February’s Fifth Doctor release from Big Finish, the second in the current trilogy after Kingdom of Lies, brings his Season 18 line-up of Adric, Tegan and Nyssa into a complex temporal puzzle of a story which has some very modern sensibilities.
In a lengthy and highly amusing pre-credits setup, we are introduced to one of the main guest characters, Fenella Woolgar’s Leanne; the host of a ghost tour who is bugged by a spirit called the Doctor who is very keen to talk to her. The story’s comic notes are on display up front, from her rivalry with a fellow tour guide who poaches her customers to the catacombs, which may have just been a beer cellar until they were put to “sinister purpose”.
Post-titles, we are back in the 1700s as the TARDIS arrives and encounters something nasty in the cellar which devours life forces, including the TARDIS herself. With the Doctor able to do little else, he manages to temporally shift his companions to safety so Adric and Nyssa find themselves flung into the future, separated and both facing unusual challenges.
While Adric (Matthew Waterhouse) falls foul of the law and finds himself sentenced to hang for stealing, Nyssa (Sarah Sutton) lands on her feet and into a flirtation with a vicar who saves her from being burnt as a witch by suspicious locals. Sacha Dhawan is terrific as her rescuer Matthew, who’s clearly charmed and he makes a proposal to her, while Carolyn Seymour, with a glorious accent, is his two-faced busybody of a housekeeper.
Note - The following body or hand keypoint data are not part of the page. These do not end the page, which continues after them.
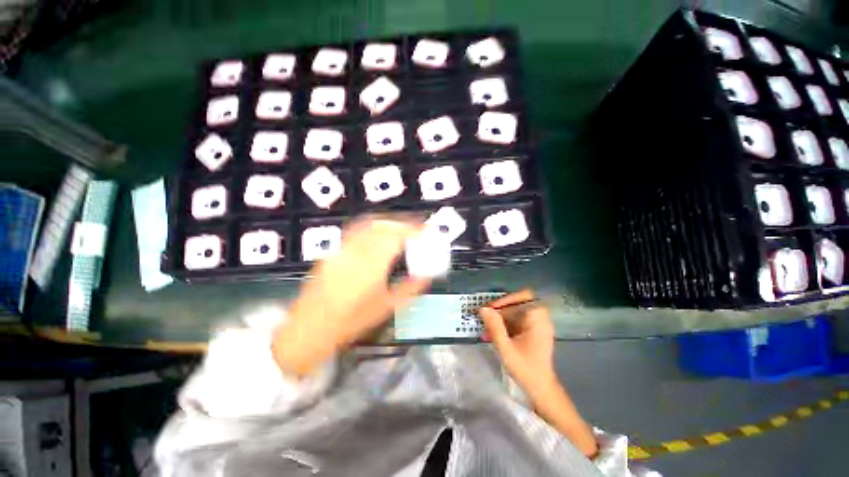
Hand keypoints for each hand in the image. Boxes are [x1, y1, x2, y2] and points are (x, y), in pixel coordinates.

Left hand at [272, 217, 430, 375]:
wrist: (309, 328)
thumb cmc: (350, 322)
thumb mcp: (386, 308)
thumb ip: (409, 288)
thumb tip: (426, 275)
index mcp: (371, 268)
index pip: (395, 237)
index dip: (413, 230)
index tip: (426, 230)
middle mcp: (356, 253)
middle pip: (383, 226)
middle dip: (403, 224)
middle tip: (417, 229)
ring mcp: (342, 249)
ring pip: (369, 224)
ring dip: (389, 222)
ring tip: (402, 229)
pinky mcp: (335, 251)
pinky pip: (357, 229)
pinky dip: (374, 226)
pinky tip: (380, 232)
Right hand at [481, 290, 597, 457]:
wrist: (541, 389)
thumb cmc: (525, 369)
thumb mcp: (506, 348)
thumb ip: (494, 327)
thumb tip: (483, 309)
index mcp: (537, 319)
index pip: (523, 297)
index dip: (506, 299)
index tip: (492, 308)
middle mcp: (540, 318)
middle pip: (518, 303)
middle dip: (500, 309)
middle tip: (486, 317)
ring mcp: (537, 325)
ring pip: (516, 311)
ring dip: (501, 317)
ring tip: (487, 327)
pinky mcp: (532, 331)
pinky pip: (517, 320)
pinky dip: (505, 324)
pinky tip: (493, 334)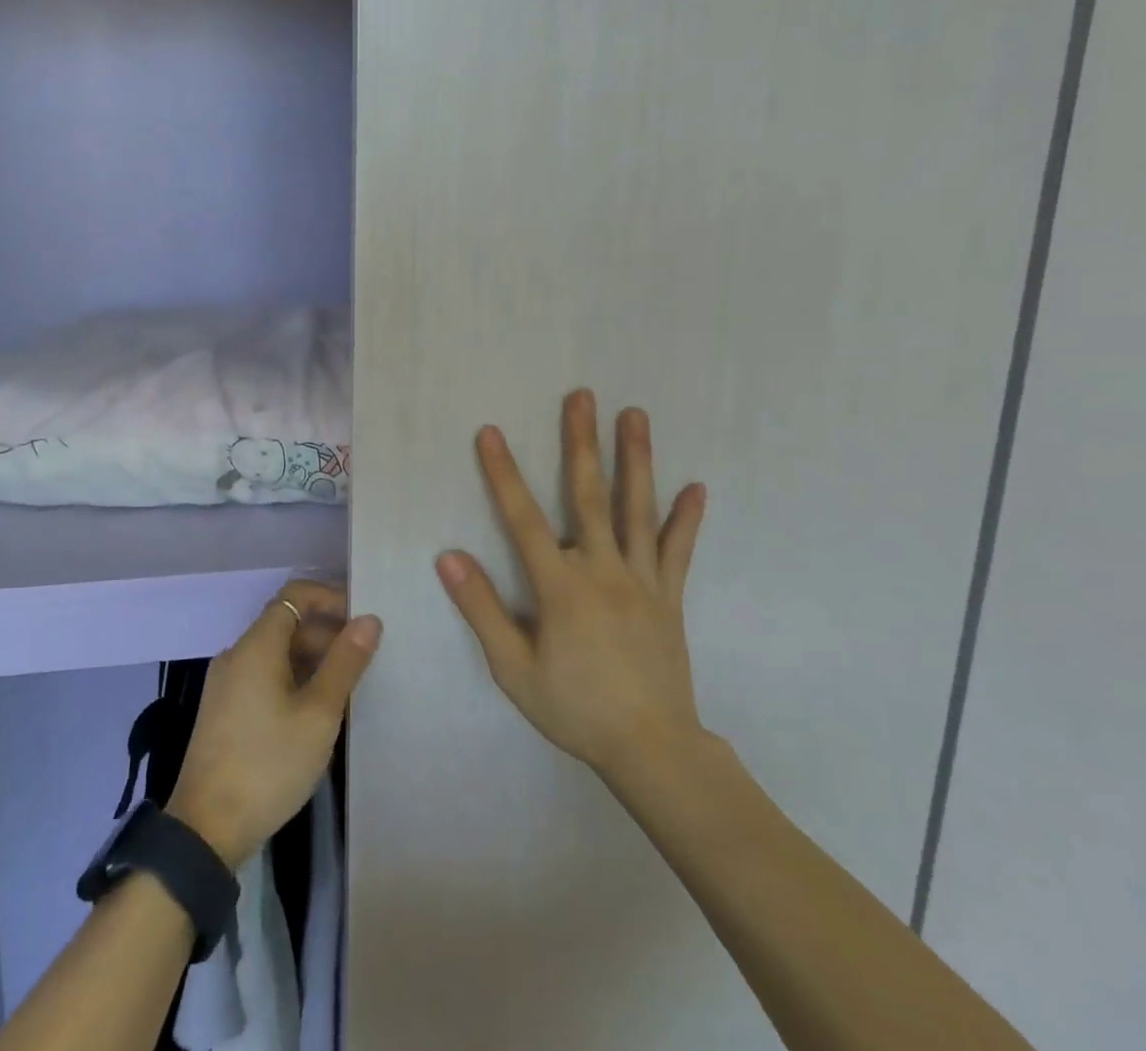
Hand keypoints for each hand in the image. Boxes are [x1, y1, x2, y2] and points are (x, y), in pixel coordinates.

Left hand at [167, 582, 379, 867]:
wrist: (206, 830)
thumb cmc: (268, 764)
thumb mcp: (318, 714)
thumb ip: (345, 663)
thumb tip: (369, 619)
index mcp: (256, 645)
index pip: (295, 596)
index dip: (330, 598)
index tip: (362, 617)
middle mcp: (237, 654)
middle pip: (286, 623)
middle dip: (326, 632)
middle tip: (365, 657)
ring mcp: (227, 683)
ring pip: (276, 652)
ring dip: (312, 657)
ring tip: (348, 684)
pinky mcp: (224, 710)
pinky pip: (264, 675)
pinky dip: (293, 678)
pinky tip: (316, 708)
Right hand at [436, 389, 710, 784]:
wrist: (652, 749)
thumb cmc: (574, 708)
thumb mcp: (513, 668)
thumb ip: (482, 609)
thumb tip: (450, 557)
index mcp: (561, 587)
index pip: (523, 519)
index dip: (503, 473)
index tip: (491, 432)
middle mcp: (603, 570)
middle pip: (589, 496)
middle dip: (582, 442)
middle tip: (582, 396)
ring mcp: (642, 580)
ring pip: (638, 510)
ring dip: (636, 459)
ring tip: (635, 415)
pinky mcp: (669, 596)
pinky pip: (678, 550)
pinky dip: (686, 518)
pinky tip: (696, 487)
The other principal guest star is Stephen Greif, who is perhaps best known to genre fans for his role as the original Travis in Blake’s 7. Here, he voices the chilling Sabaoth who, when paired with Daniel Burnett’s sound design and Benji Clifford’s score, evokes a classic horror movie vibe; with ominous chanting male voices and terrifying distorted noises, there are also era appropriate Paddy Kingsland-esque twiddles in the mix too.
Despite featuring 1982’s cast of Doctor Who, James Goss’ story feels incredibly like the new series in the way it deals with time and the Doctor’s relation to it, leaning on the sort of logic that would not feel out of place in a Steven Moffat script. Unlike some audio stories, this is not one which we are invited to imagine might have been made in the 1980s, instead, it offers us a taste of what it would be like to have these classic characters onscreen today, but as they were then. This, of course, is the temporal wizardry of Big Finish.
James Goss always writes strong comedy and we particularly loved some of Adric’s moments here – the standouts were his snark about Heathrow and the decision to pass on transportation to Australia, based on what he knew of it from Tegan. Goss also constructs an impressive double-pronged cliffhanger for episode two, with both Adric and Nyssa in life-threatening trouble.
It is only recently that the main range went spooky with the terrifying Static, but this is a different line-up and a executed with a lighter touch. It is also satisfyingly complex and, as the director Barnaby Edwards suggests in the CD Extras, is a tale which will benefit from multiple airings at appreciate how the temporal nature of the story fits together.